The government doesn’t build economic resilience anymore. It builds portfolios for its favorite tycoons.

And here’s the kicker: the real Indian economy, the one that runs on cash, community, and hustle, is never counted. But it’s that underground, unofficial engine that still keeps the country going. Not stock tickers. Not Davos speeches.

So no, Trump didn’t prove India’s economy is dead. He showed us just how easy it is to hurt.
He pulled one lever, and billions disappeared. That’s not death, that’s weakness. And it’s not on Trump. It’s on us.

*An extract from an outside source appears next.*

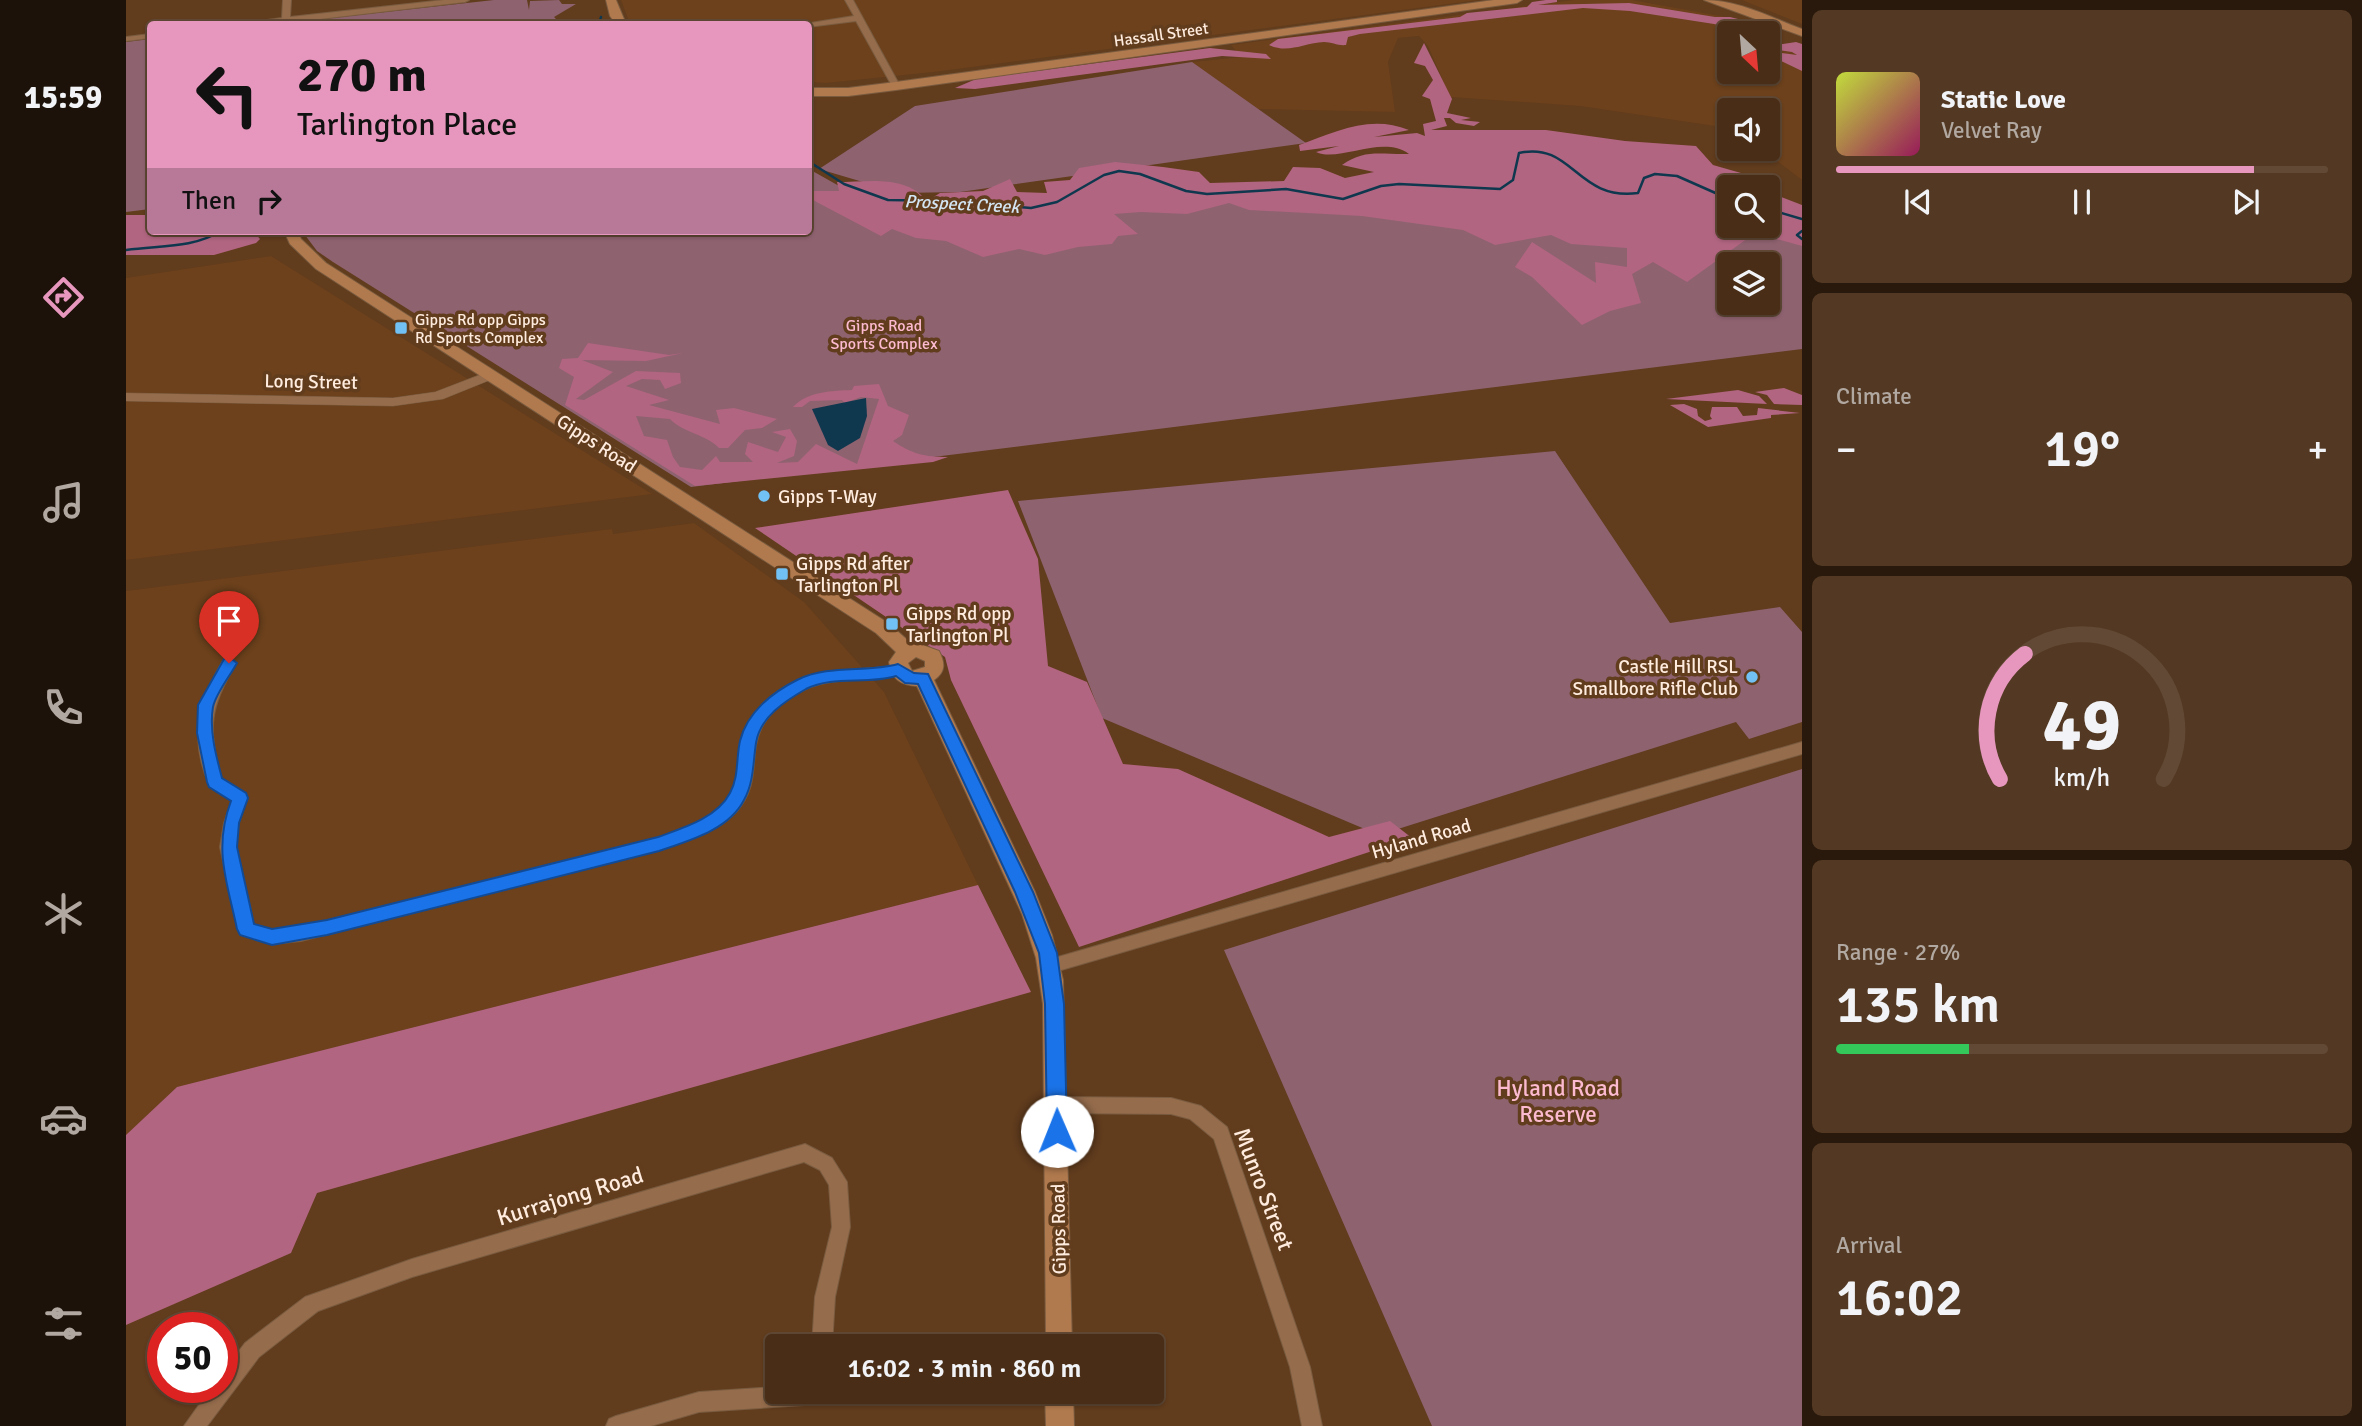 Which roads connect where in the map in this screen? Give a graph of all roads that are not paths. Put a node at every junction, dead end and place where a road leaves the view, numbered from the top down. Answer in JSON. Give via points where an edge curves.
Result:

India under Modi isn’t economically dead. It’s economically imbalanced, insecure, and addicted to illusion. And maybe it takes someone like Trump, loud and unapologetic, to hold up a mirror no one else dares to.

 


Comments

  1. You must be anti-national for praising Trump over Modi! Modi has done more for India than anyone in history! What’s wrong if he’s anti-Muslim? India was divided on religious lines, remember? And if Patel had been Prime Minister in 1952, India would’ve been a superpower by now!

    ReplyDelete
    Replies
    1. Ah, here comes the WhatsApp University gold medalist loud, wrong, and proudly unaware that Sardar Patel died in December 1950, more than a year before India’s first elections even began.
      And yet, you’re out here fantasizing about Patel being PM in 1952, like the country was auditioning corpses for high office. Brilliant. Tell us more about your alternate timeline.
      While you’re hanging shiny “Shining India” posters on your wall, millions of actual citizens with real degrees, real skills, and real dreams are unemployed, underpaid, or invisible. But sure, chant your slogans and call it progress.
      Let’s talk economics. When a leader butchers small-scale industries, crushes informal workers, and sells out national assets to a billionaire boys’ club, he’s not building a country, he’s running a Ponzi scheme with a flag on top. You call that development? We call it disaster dressed up for Independence Day.
      And the “what’s wrong if he’s anti-Muslim” line? That right there is the final exam for WhatsApp nationalism. If you think religious bigotry is policy, not poison, congratulations, you’ve officially failed the idea of India.
      So, before you throw around words like “anti-national,” do us all a favor: Open a book. Close the app. And stop trying to pass off bigotry and blind loyalty as patriotism.
      You’re not defending India. You’re embarrassing it.

      Delete
  2. Sanjeev Dutt SharmaAugust 5, 2025 at 7:47 AM

    Rakesh Sharma what a great post & what a befitting reply.